The X-Men have been popular for so long because they represent the outcast, the rejected, and the different. On the page, their battles have often held parallel meanings to real life events (the civil rights struggle, for instance). This deeper level has translated well to the movies. X-Men: The Last Stand, in particular, made me think of our nation’s ongoing discussion of homosexuality. Many feel that homosexuality is something you’re born with and there’s nothing inherently wrong with it. Others have argued that homosexuals should have fewer rights than everyone else because of their orientation. Still others believe it is a sickness, with some psychologists and clergy even coming up with theories about how to “reverse” it. I’m not saying that the movie is a parable for this issue, but it is one of several real-life examples that the plot effectively mirrors.
I like how the film looks at all sides of its mutant issue. Many of the characters strongly oppose the cure, but a few are intrigued by it. In one scene, blue hairy Beast comments that some mutants (a.k.a. Storm) fit in with humans more easily because they “don’t shed on the carpet.” The plot also deals with Rogue (Anna Paquin), whose power has left her unable to physically touch other people. This prevents her from kissing or holding hands with her boyfriend, so the idea of a cure is tempting to her. This kind of thing is the heart and soul of the X-Men comics, and it’s gratifying to see the movies be about something rather than just trying to be mindless action thrill rides.

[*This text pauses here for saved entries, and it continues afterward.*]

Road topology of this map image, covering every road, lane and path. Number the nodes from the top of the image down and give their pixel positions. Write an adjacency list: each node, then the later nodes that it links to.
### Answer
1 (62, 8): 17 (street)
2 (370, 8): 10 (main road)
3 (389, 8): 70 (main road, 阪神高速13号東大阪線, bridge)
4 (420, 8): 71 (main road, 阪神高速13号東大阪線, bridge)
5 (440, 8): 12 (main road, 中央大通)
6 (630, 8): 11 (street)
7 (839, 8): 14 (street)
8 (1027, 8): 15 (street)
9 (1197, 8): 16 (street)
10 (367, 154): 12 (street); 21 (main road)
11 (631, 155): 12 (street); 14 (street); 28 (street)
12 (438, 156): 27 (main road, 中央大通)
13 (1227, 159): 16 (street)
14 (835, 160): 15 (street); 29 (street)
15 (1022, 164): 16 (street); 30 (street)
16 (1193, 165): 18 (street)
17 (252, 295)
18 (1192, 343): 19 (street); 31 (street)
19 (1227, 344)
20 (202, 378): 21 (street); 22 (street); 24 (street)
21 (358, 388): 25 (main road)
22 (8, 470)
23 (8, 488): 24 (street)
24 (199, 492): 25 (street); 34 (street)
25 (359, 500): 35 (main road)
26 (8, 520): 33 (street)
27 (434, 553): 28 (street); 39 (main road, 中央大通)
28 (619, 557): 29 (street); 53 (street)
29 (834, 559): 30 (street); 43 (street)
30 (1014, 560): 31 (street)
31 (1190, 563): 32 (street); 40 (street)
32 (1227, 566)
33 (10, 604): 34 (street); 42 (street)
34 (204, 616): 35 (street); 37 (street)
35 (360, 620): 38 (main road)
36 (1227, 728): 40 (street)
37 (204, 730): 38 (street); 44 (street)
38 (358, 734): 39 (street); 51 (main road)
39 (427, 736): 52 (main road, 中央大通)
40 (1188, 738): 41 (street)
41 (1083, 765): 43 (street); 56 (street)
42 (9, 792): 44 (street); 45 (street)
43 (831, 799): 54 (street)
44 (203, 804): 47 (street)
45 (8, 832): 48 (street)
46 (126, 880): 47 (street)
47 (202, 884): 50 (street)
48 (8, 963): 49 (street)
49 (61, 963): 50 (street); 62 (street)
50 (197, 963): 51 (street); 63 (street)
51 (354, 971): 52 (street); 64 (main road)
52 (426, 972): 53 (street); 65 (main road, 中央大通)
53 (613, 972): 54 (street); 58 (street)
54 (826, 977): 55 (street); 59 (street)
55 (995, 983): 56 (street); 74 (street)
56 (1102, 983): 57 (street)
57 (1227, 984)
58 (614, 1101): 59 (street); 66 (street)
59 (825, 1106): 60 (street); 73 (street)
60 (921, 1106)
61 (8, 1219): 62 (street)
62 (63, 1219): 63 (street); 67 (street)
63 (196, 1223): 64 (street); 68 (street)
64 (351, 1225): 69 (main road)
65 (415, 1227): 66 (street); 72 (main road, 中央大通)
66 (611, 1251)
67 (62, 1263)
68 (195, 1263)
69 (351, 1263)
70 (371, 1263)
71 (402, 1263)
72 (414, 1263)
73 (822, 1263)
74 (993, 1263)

Of course, there is a lot of action here and it is all pretty exciting. However, it’s exciting because it serves the ideas. When Magneto declares war, he ends up creating a self-fulfilling prophecy. The only way for the human army to battle his angry mutants is to create special guns that fire darts filled with the cure. This leads to an intense battle on the island of Alcatraz (following an amazing sequence involving the Golden Gate Bridge). There’s also a brilliant chase scene in which two opposing mutants race side-by-side to get to Leech first. One of the mutants walks through walls, while the other smashes through them. As in the first two installments, the balance of action and honest-to-goodness story is perfectly achieved.
There’s a lot more to say about X-Men: The Last Stand, especially since it is allegedly the last film in the series. Then again, these are things that you talk about with friends afterward. (In other words, expect major surprises here.) Last, but not least, we get some cool new mutants, my favorite of whom is Juggernaut (Vinnie Jones). Beast is pretty awesome too. Oh, who am I kidding? They’re all awesome. That’s why I’m such a fan. And it feels good to know that the three X-Men movies have been faithful to the source material. These aren’t just superheroes; they’re superheroes who stand for something that all of us can relate to.
( 1/2 out of four)
Note: For a special - and crucial - surprise, make sure you sit all the way through the end credits.
X-Men: The Last Stand is rated PG-13 for intense sequences of action violence, some sexual content and language. The running time is 1 hour and 45 minutes.